C’est un centenaire de la grande révolte de la Boucle de la Volta Noire que le comité d’organisation veut à caractère national, populaire, culturel, scientifique, ouvert à tous, et largement communautaire ; car pour lui, l’histoire, le passé du Burkina Faso, c’est l’histoire et le passé de tout le pays entier. Au nombre de huit, les membres du comité d’organisation ont pour mission de réussir les manifestations commémoratives des résistances nationales anticoloniales et du centenaire de cette grande résistance au colonisateur encore appelée la « Guerre de Bani-Volta ».
Cette commémoration est, à en croire les conférenciers, l’initiative de ressources humaines citoyennes et universitaires en partenariat avec l’association pour la sauvegarde du Masque (ASAMA) et l’Institut africain des Industries culturelles-Ecole des Sciences sociales appliquées (IAIC-ESSA) à Ouagadougou.

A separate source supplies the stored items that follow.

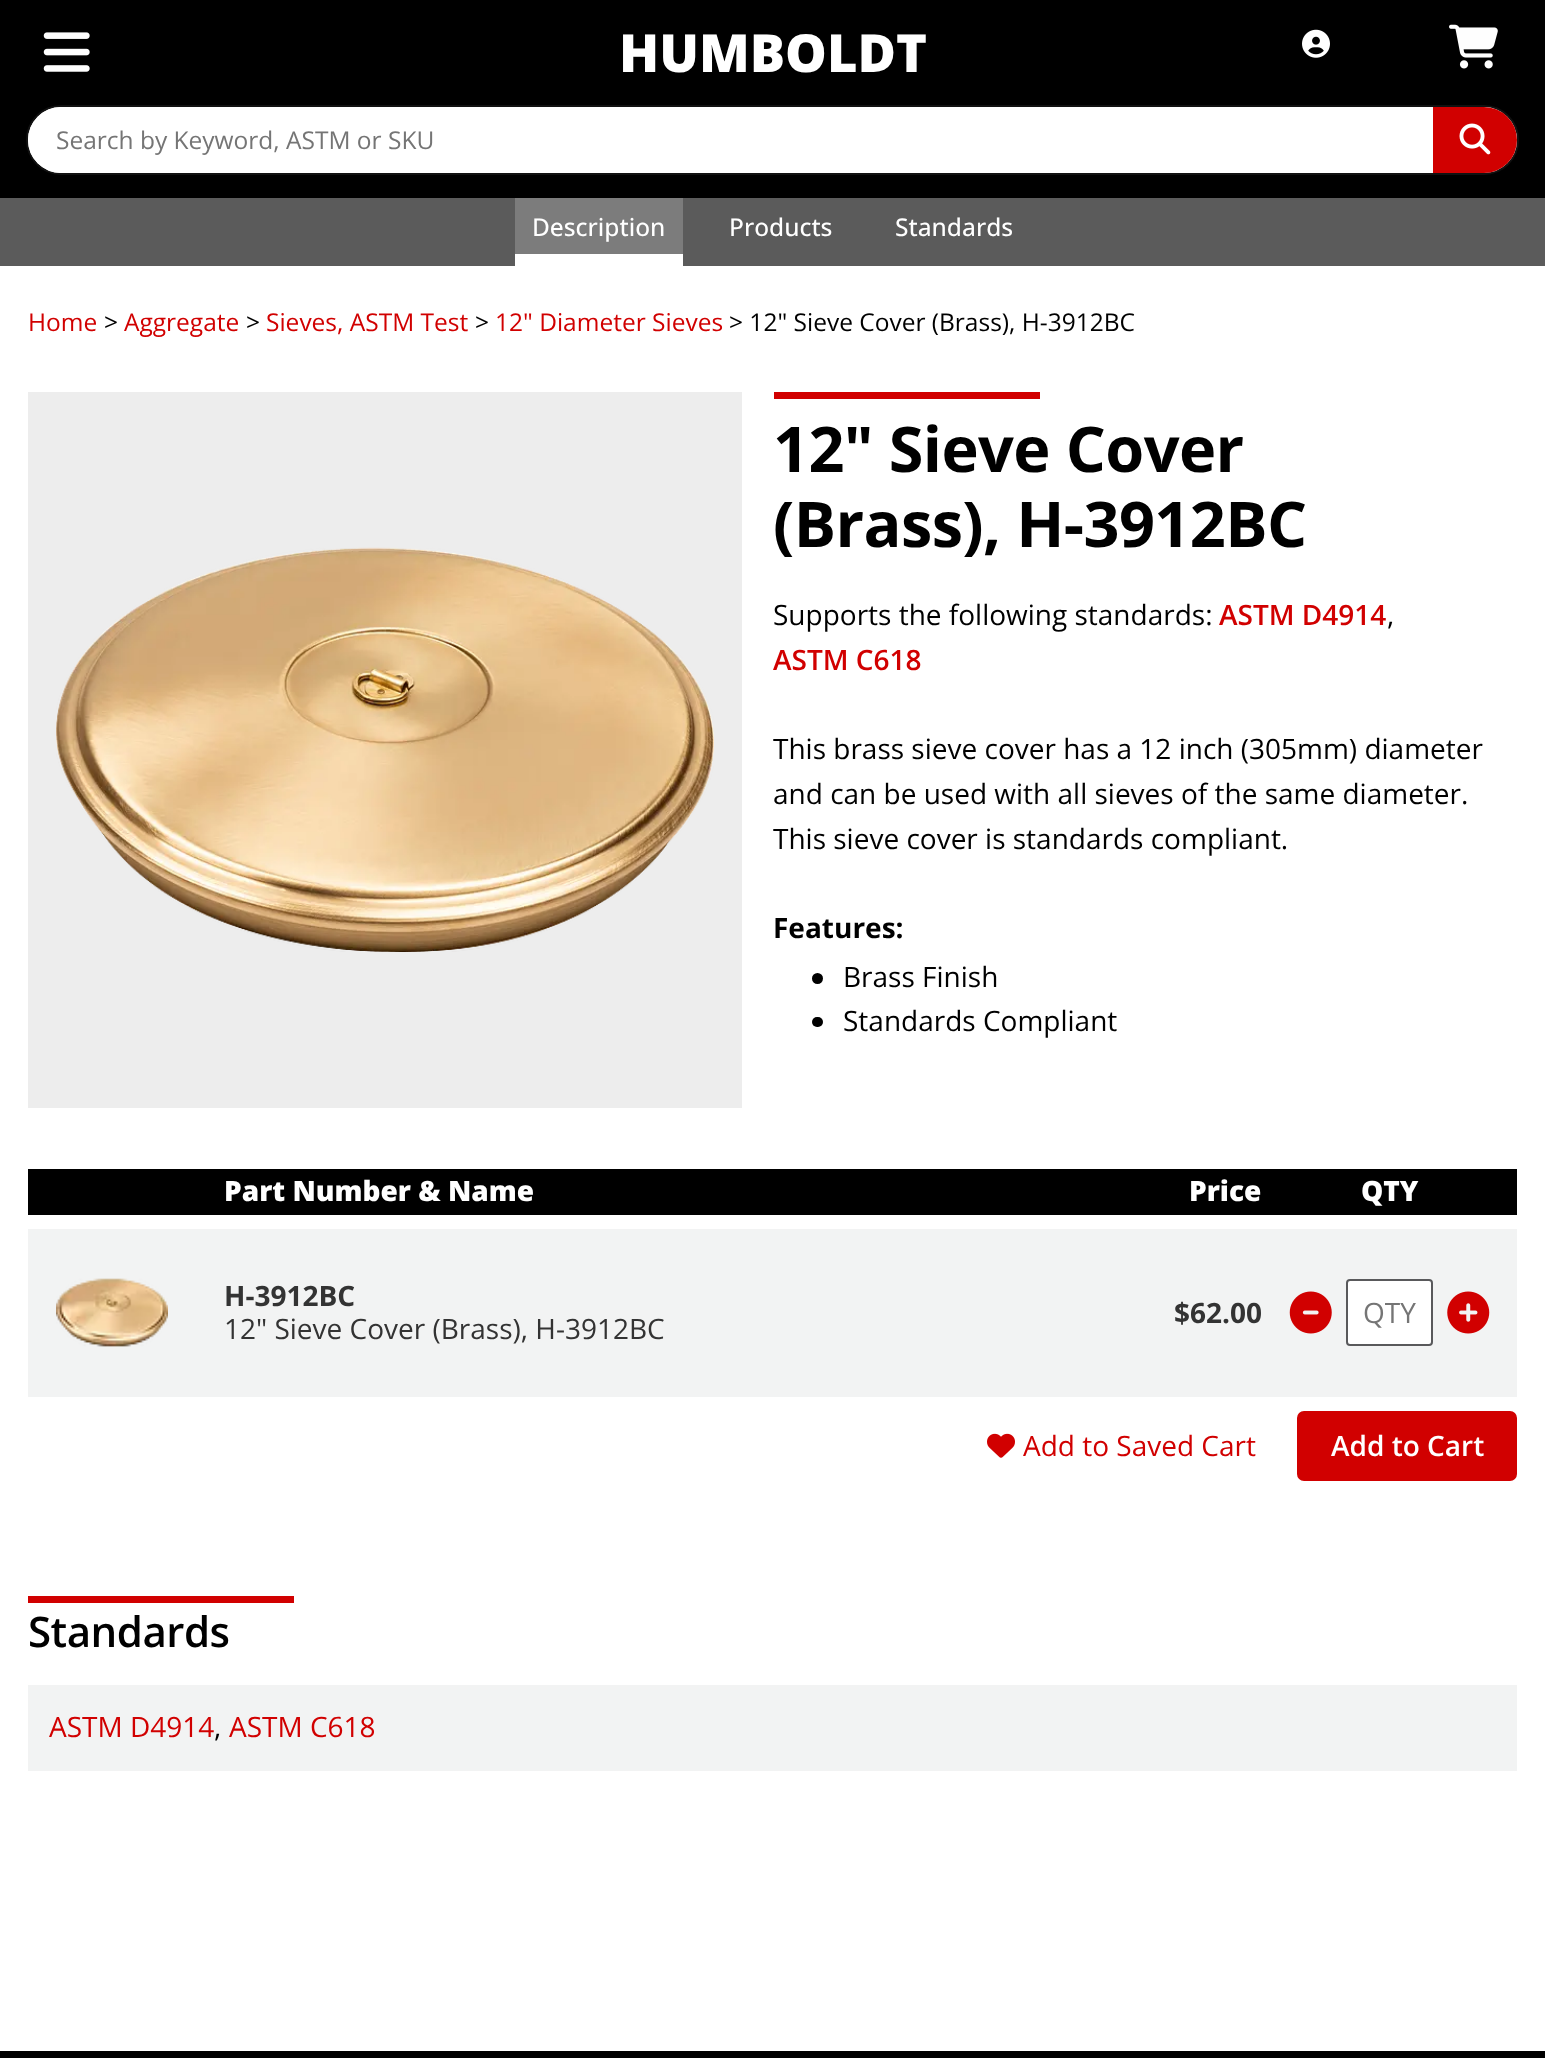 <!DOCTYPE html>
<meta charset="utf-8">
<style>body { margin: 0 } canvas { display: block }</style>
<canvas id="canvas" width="1545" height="2058"></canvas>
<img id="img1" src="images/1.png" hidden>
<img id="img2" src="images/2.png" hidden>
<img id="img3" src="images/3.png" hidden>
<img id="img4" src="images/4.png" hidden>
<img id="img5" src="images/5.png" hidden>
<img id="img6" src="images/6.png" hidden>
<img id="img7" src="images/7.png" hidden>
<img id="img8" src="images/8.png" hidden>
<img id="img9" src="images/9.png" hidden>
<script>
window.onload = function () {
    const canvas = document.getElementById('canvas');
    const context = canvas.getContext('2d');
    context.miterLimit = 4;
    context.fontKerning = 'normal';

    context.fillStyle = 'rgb(255, 255, 255)';
    context.fillRect(0, 0, 1545, 2058);
    context.fillStyle = 'rgb(0, 0, 0)';
    context.fillRect(0, 0, 1545, 198);
    context.drawImage(document.getElementById('img1'), 43, 32, 47, 40);
    context.drawImage(document.getElementById('img2'), 1302, 29, 28, 29);
    context.drawImage(document.getElementById('img3'), 1449, 24, 49, 45);
    context.fillStyle = 'rgb(255, 255, 255)';
    context.beginPath();
    context.roundRect(27, 106, 1491, 68, 34);
    context.fill();
    context.strokeStyle = 'rgb(17, 17, 17)';
    context.lineWidth = 2;
    context.stroke();
    context.beginPath();
    context.roundRect(28, 107, 1405, 66, [33, 4, 4, 33]);
    context.fill();
    context.fillStyle = 'rgb(209, 0, 0)';
    context.beginPath();
    context.roundRect(1433, 107, 84, 66, [0, 33, 33, 0]);
    context.fill();
    context.drawImage(document.getElementById('img4'), 1459, 123, 32, 32);
    context.fillStyle = 'rgb(91, 91, 91)';
    context.fillRect(0, 198, 1545, 68);
    context.fillStyle = 'rgb(124, 124, 124)';
    context.fillRect(515, 198, 168, 56);
    context.fillStyle = 'rgb(255, 255, 255)';
    context.fillRect(515, 254, 168, 12);
    context.fillStyle = 'rgb(237, 237, 237)';
    context.fillRect(28, 392, 714, 716);
    context.drawImage(document.getElementById('img5'), 56, 547, 658, 405);
    context.fillStyle = 'rgb(209, 0, 0)';
    context.fillRect(774, 392, 266, 7);
    context.fillStyle = 'rgb(0, 0, 0)';
    context.beginPath();
    context.arc(817.5, 978.5, 5.5, 0, 2 * Math.PI);
    context.fill();
    context.beginPath();
    context.roundRect(812, 1017, 11, 10, 5);
    context.fill();
    context.fillRect(28, 1169, 1489, 46);
    context.fillStyle = 'rgb(242, 243, 243)';
    context.fillRect(28, 1229, 1489, 168);
    context.drawImage(document.getElementById('img6'), 56, 1278, 112, 69);
    context.drawImage(document.getElementById('img7'), 1289, 1291, 43, 43);
    context.fillStyle = 'rgb(255, 255, 255)';
    context.beginPath();
    context.roundRect(1347, 1280, 85, 65, 3);
    context.fill();
    context.strokeStyle = 'rgb(89, 89, 91)';
    context.stroke();
    context.drawImage(document.getElementById('img8'), 1447, 1291, 43, 43);
    context.drawImage(document.getElementById('img9'), 987, 1433, 28, 25);
    context.fillStyle = 'rgb(209, 0, 0)';
    context.beginPath();
    context.roundRect(1298, 1412, 218, 68, 6);
    context.fill();
    context.strokeStyle = 'rgb(209, 0, 0)';
    context.stroke();
    context.fillRect(28, 1596, 266, 7);
    context.fillStyle = 'rgb(242, 243, 243)';
    context.fillRect(28, 1685, 1489, 86);
    context.fillStyle = 'rgb(0, 0, 0)';
    context.fillRect(0, 2051, 1545, 7);
    context.font = '800 52.5px Open Sans';
    context.fillStyle = 'rgb(255, 255, 255)';
    context.fillText('HUMBOLDT', 619, 72);
    context.font = '24.5px Open Sans';
    context.fillStyle = 'rgb(117, 117, 117)';
    context.fillText('Search by Keyword, ASTM or SKU', 56, 149);
    context.font = '500 24.5px Open Sans';
    context.fillStyle = 'rgb(255, 255, 255)';
    context.fillText('Description', 532, 236);
    context.fillText('Products', 729, 236);
    context.fillText('Standards', 895, 236);
    context.font = '24.5px Open Sans';
    context.fillStyle = 'rgb(209, 0, 0)';
    context.fillText('Home', 28, 331);
    context.fillStyle = 'rgb(0, 0, 0)';
    context.fillText('>', 104, 331);
    context.fillStyle = 'rgb(209, 0, 0)';
    context.fillText('Aggregate', 124, 331);
    context.fillStyle = 'rgb(0, 0, 0)';
    context.fillText('>', 246, 331);
    context.fillStyle = 'rgb(209, 0, 0)';
    context.fillText('Sieves, ASTM Test', 266, 331);
    context.fillStyle = 'rgb(0, 0, 0)';
    context.fillText('>', 475, 331);
    context.fillStyle = 'rgb(209, 0, 0)';
    context.fillText('12" Diameter Sieves', 495, 331);
    context.fillStyle = 'rgb(0, 0, 0)';
    context.fillText('> 12" Sieve Cover (Brass), H-3912BC', 729, 331);
    context.letterSpacing = '-0.6px';
    context.font = 'bold 63px Open Sans';
    context.fillText('12" Sieve Cover', 773, 472);
    context.fillText('(Brass), H-3912BC', 773, 547);
    context.letterSpacing = '0px';
    context.font = '28px Open Sans';
    context.fillText('Supports the following standards:', 773, 625);
    context.font = '600 28px Open Sans';
    context.fillStyle = 'rgb(209, 0, 0)';
    context.fillText('ASTM D4914', 1219, 625);
    context.font = '28px Open Sans';
    context.fillStyle = 'rgb(0, 0, 0)';
    context.fillText(',', 1387, 625);
    context.font = '600 28px Open Sans';
    context.fillStyle = 'rgb(209, 0, 0)';
    context.fillText('ASTM C618', 773, 670);
    context.font = '28px Open Sans';
    context.fillStyle = 'rgb(0, 0, 0)';
    context.fillText('This brass sieve cover has a 12 inch (305mm) diameter', 773, 759);
    context.fillText('and can be used with all sieves of the same diameter.', 773, 804);
    context.fillText('This sieve cover is standards compliant.', 773, 849);
    context.font = 'bold 28px Open Sans';
    context.fillText('Features:', 773, 938);
    context.font = '28px Open Sans';
    context.fillText('Brass Finish', 843, 987);
    context.fillText('Standards Compliant', 843, 1031);
    context.font = '800 28px Open Sans';
    context.fillStyle = 'rgb(255, 255, 255)';
    context.fillText('Part Number & Name', 224, 1201);
    context.fillText('Price', 1189, 1201);
    context.fillText('QTY', 1361, 1201);
    context.font = 'bold 28px Open Sans';
    context.fillStyle = 'rgb(51, 51, 51)';
    context.fillText('H-3912BC', 224, 1306);
    context.font = '28px Open Sans';
    context.fillText('12" Sieve Cover (Brass), H-3912BC', 224, 1339);
    context.font = 'bold 28px Open Sans';
    context.fillText('$62.00', 1174, 1323);
    context.font = '28px Open Sans';
    context.fillStyle = 'rgb(117, 117, 117)';
    context.fillText('QTY', 1363, 1323);
    context.fillStyle = 'rgb(209, 0, 0)';
    context.fillText('Add to Saved Cart', 1023, 1456);
    context.font = '600 28px Open Sans';
    context.fillStyle = 'rgb(255, 255, 255)';
    context.fillText('Add to Cart', 1331, 1456);
    context.letterSpacing = '-0.5px';
    context.font = '600 42px Open Sans';
    context.fillStyle = 'rgb(0, 0, 0)';
    context.fillText('Standards', 28, 1647);
    context.letterSpacing = '0px';
    context.font = '28px Open Sans';
    context.fillStyle = 'rgb(209, 0, 0)';
    context.fillText('ASTM D4914', 49, 1737);
    context.fillStyle = 'rgb(0, 0, 0)';
    context.fillText(',', 214, 1737);
    context.fillStyle = 'rgb(209, 0, 0)';
    context.fillText('ASTM C618', 229, 1737);
};
</script>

Adoubé par les autorités du pays, le comité d’organisation est à pied d’œuvre depuis le mois de février 2016 a confié son président Zéphiryn Ky pour qui il est question à travers cette souvenance de rendre hommage aux martyrs tombés lors de cette lutte, d’immortaliser la mémoire collective, et surtout dégager des enseignements pour la jeunesse.
Pour le professeur d’Histoire, « Un historien qui n’arriverait pas à rendre vivace sa culture, un historien qui n’arriverait pas à faire bénéficier le maximum de personnes possible sa culture et ses connaissances sur le passé de son pays, on ne dira pas que ce n’est pas digne mais on dira quelque part qu’il a manqué un peu de remplir son devoir. Et pour nous, c’était quelque chose qui nous interpellait. Cette commémoration, il la fallait. Et en tant que historiens, nous nous sommes sentis obligés de faire revisiter cette période de notre histoire surtout que c’est plein d’enjeux ».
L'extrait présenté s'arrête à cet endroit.